The state is invaluable in terms of its geopolitical position, and its oil and gas resources have so far been used to benefit others and not allowed to generate the community dividends they ought to have. People of all ethnic and religious backgrounds in Rakhine need help to escape the poverty cycle.
But attempts to boost development and end community tensions and injustices, while over 1 million people remain trapped within their own villages because of their ethnic background, are doomed.
The reality is that outside Sittwe, many ethnic Rakhine communities and their Muslim neighbours who identify as Rohingya have a functioning relationship, particularly when it comes to trade. But the fact that exchanges are in large part based around Rakhine traders bringing in goods to Rohingya who are not allowed to travel just underscores the intrinsic disparity.
Likewise, I heard reports from credible sources that a small number of Rohingya labourers are being employed by contractors on some state development projects – but given the current movement restrictions, such work is effectively illegal and the potential for labour rights violation is enormous.
To support the idea that development holds the key to ending community tensions while one group of people are denied basic rights and treated as second-class citizens, or in this case deemed not worthy of citizenship at all, is to support the development of a society that will be fundamentally unequal and unjust.
The very existence of the commission is a positive step forward.
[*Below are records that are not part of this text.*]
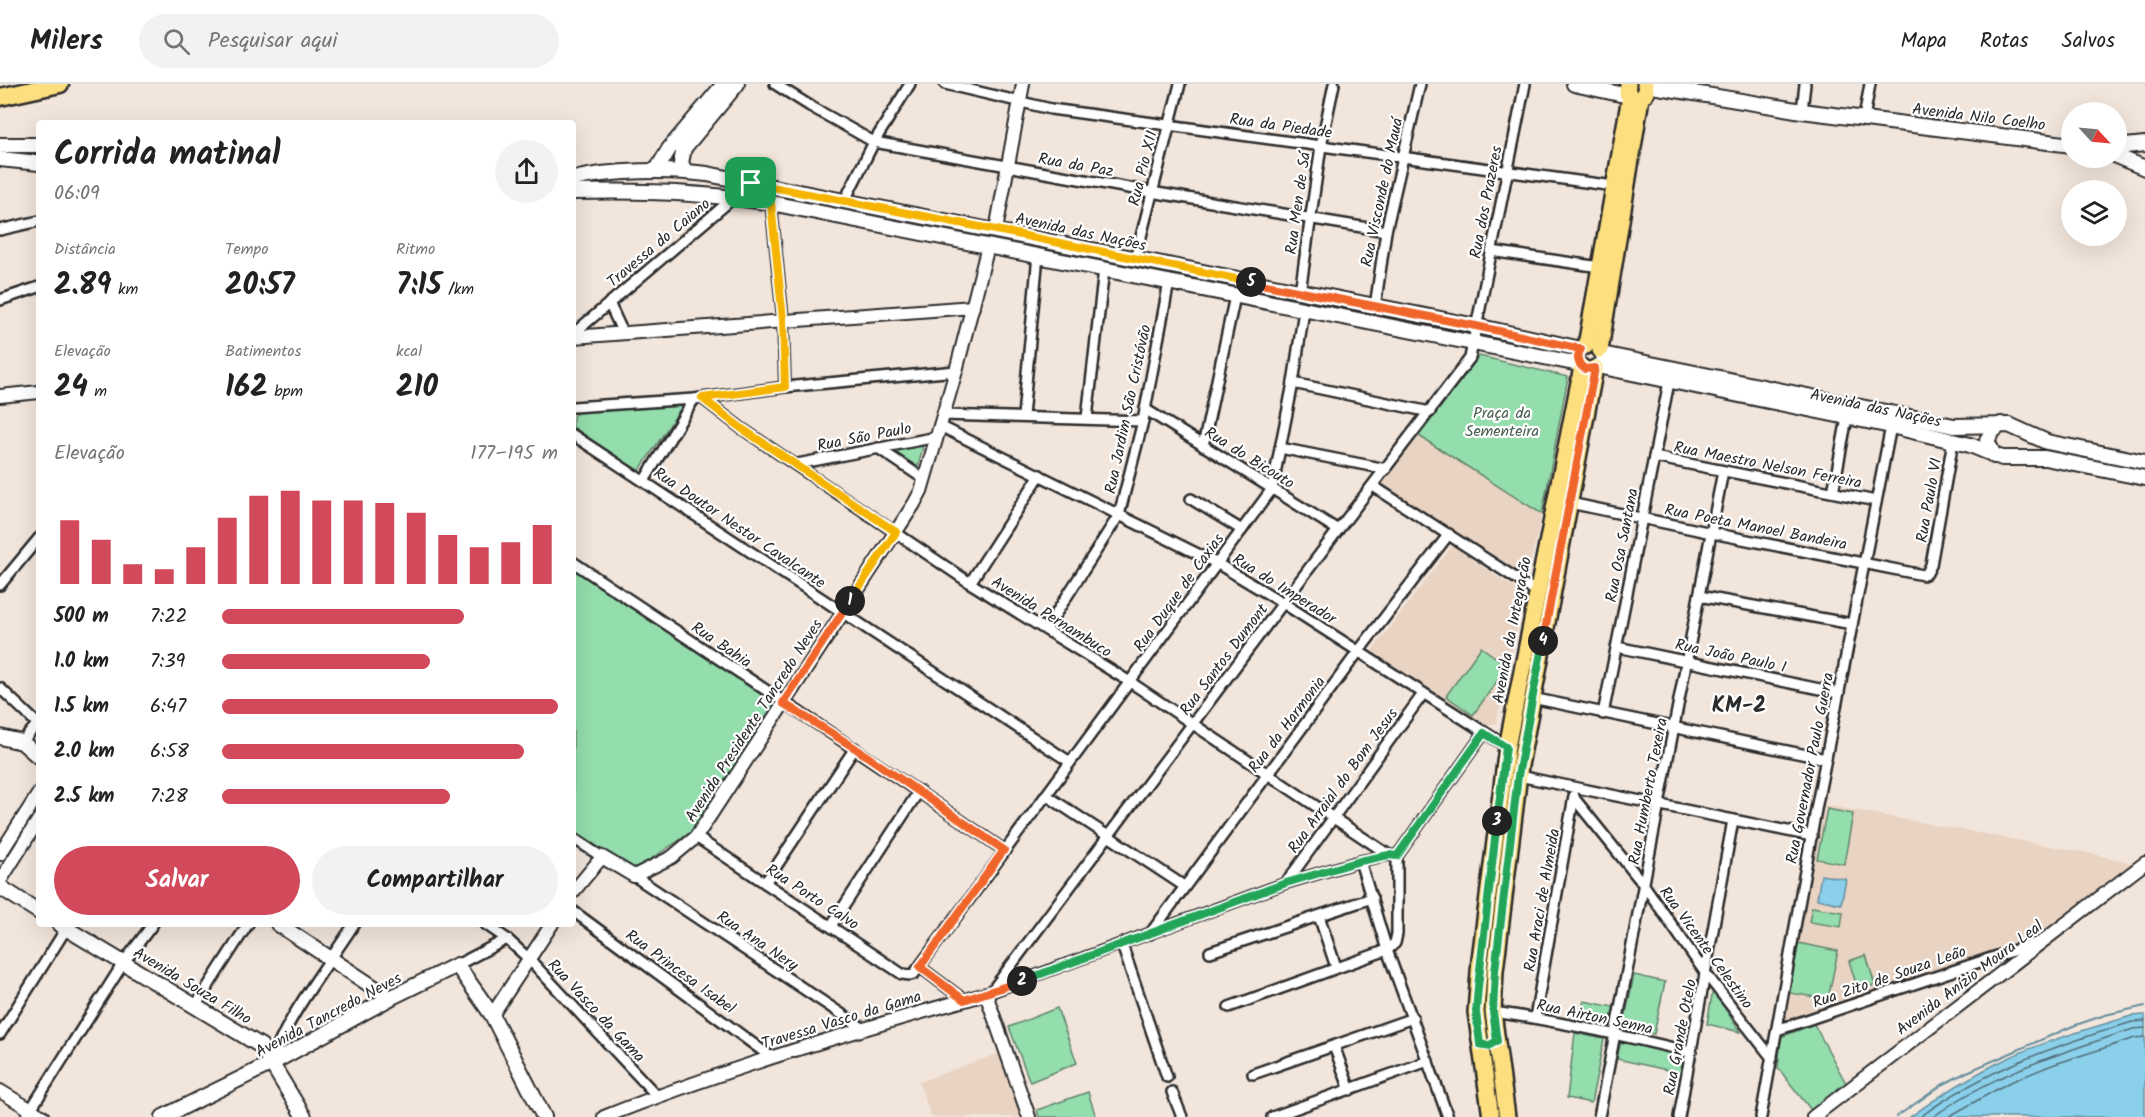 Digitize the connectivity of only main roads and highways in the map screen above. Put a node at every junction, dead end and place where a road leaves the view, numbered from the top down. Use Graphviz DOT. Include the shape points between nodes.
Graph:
graph roads {
  1 [pos="60,84"];
  2 [pos="724,84"];
  3 [pos="737,84"];
  4 [pos="1574,84"];
  5 [pos="35,87"];
  6 [pos="1638,91"];
  7 [pos="1714,93"];
  8 [pos="0,97"];
  9 [pos="2061,144"];
  10 [pos="2145,144"];
  11 [pos="0,145"];
  12 [pos="36,145"];
  13 [pos="2127,146"];
  14 [pos="2127,157"];
  15 [pos="2145,158"];
  16 [pos="0,159"];
  17 [pos="2127,160"];
  18 [pos="36,163"];
  19 [pos="2145,168"];
  20 [pos="656,171"];
  21 [pos="685,171"];
  22 [pos="576,178"];
  23 [pos="576,192"];
  24 [pos="916,215"];
  25 [pos="914,231"];
  26 [pos="1077,247"];
  27 [pos="1074,263"];
  28 [pos="1590,358"];
  29 [pos="2001,424"];
  30 [pos="1994,456"];
  31 [pos="2145,462"];
  32 [pos="2145,478"];
  33 [pos="0,737"];
  34 [pos="31,749"];
  35 [pos="0,887"];
  36 [pos="36,910"];
  37 [pos="66,927"];
  38 [pos="283,927"];
  39 [pos="390,998"];
  40 [pos="1497,1041"];
  41 [pos="1480,1044"];
  42 [pos="272,1063"];
  43 [pos="1500,1067"];
  44 [pos="1484,1070"];
  45 [pos="163,1117"];
  46 [pos="304,1117"];
  47 [pos="544,1117"];
  48 [pos="1491,1117"];
  49 [pos="1507,1117"];
  1 -- 5 [label="highway"];
  2 -- 20 [label="main road" via="669,149"];
  3 -- 21 [label="main road" via="684,147 681,163"];
  4 -- 6 [label="main road, Avenida Nilo Coelho"];
  5 -- 8 [label="highway"];
  6 -- 7 [label="main road, Avenida Nilo Coelho"];
  6 -- 28 [label="main road, Avenida da Integração"];
  6 -- 28 [label="main road, Avenida da Integração" via="1614,186"];
  7 -- 9 [label="main road, Avenida Nilo Coelho" via="1740,102"];
  10 -- 13 [label="main road"];
  11 -- 12 [label="main road"];
  14 -- 15 [label="main road"];
  16 -- 18 [label="main road"];
  17 -- 19 [label="main road"];
  20 -- 21 [label="main road, Avenida das Nações"];
  20 -- 22 [label="main road, Avenida das Nações"];
  21 -- 24 [label="main road, Avenida das Nações"];
  23 -- 25 [label="main road, Avenida das Nações" via="694,192"];
  24 -- 25 [label="main road" via="909,224"];
  24 -- 26 [label="main road, Avenida das Nações"];
  25 -- 27 [label="main road, Avenida das Nações"];
  26 -- 27 [label="main road"];
  26 -- 28 [label="main road, Avenida das Nações" via="1476,326"];
  27 -- 28 [label="main road, Avenida das Nações" via="1473,343"];
  28 -- 29 [label="main road, Avenida das Nações" via="1954,426"];
  28 -- 30 [label="main road, Avenida das Nações" via="1669,382 1970,445"];
  28 -- 40 [label="main road, Avenida da Integração" via="1570,503 1518,776 1495,971 1493,1012"];
  28 -- 41 [label="main road, Avenida da Integração" via="1506,747 1478,987"];
  29 -- 30 [label="main road" via="1987,440"];
  29 -- 31 [label="main road, Avenida das Nações" via="2048,442"];
  30 -- 32 [label="main road, Avenida das Nações" via="2010,460 2045,458"];
  33 -- 34 [label="main road"];
  35 -- 36 [label="main road"];
  37 -- 42 [label="main road, Avenida Souza Filho" via="261,1046"];
  38 -- 39 [label="main road"];
  39 -- 42 [label="main road, Avenida Tancredo Neves"];
  39 -- 47 [label="main road, Avenida Tancredo Neves" via="457,965 492,1015"];
  40 -- 41 [label="main road" via="1488,1046"];
  40 -- 43 [label="main road, Avenida da Integração"];
  41 -- 44 [label="main road, Avenida da Integração"];
  42 -- 45 [label="main road, Avenida Tancredo Neves"];
  42 -- 46 [label="main road, Avenida Souza Filho"];
  43 -- 44 [label="main road" via="1490,1064"];
  43 -- 49 [label="main road, Avenida da Integração"];
  44 -- 48 [label="main road, Avenida da Integração"];
}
Muslim representatives have expressed hope that it can secure them a better future. Meanwhile, if most ethnic Rakhine people I spoke to questioned a foreigner’s ability to understand their problems, they were also willing to acknowledge Mr Annan’s international experience and expressed respect for the fact that, like Daw Aung San Suu Kyi, he is a Nobel laureate.
There is room for the commission to do great good. But to do so it must be brave and it must be honest. The temptation to avoid the thorny issues of rights abuses and focus on the diplomatically acceptable language of development must be strong.
If Mr Annan is to leave a worthwhile legacy in Rakhine State, however, he must not just ignore, but instead champion, human rights.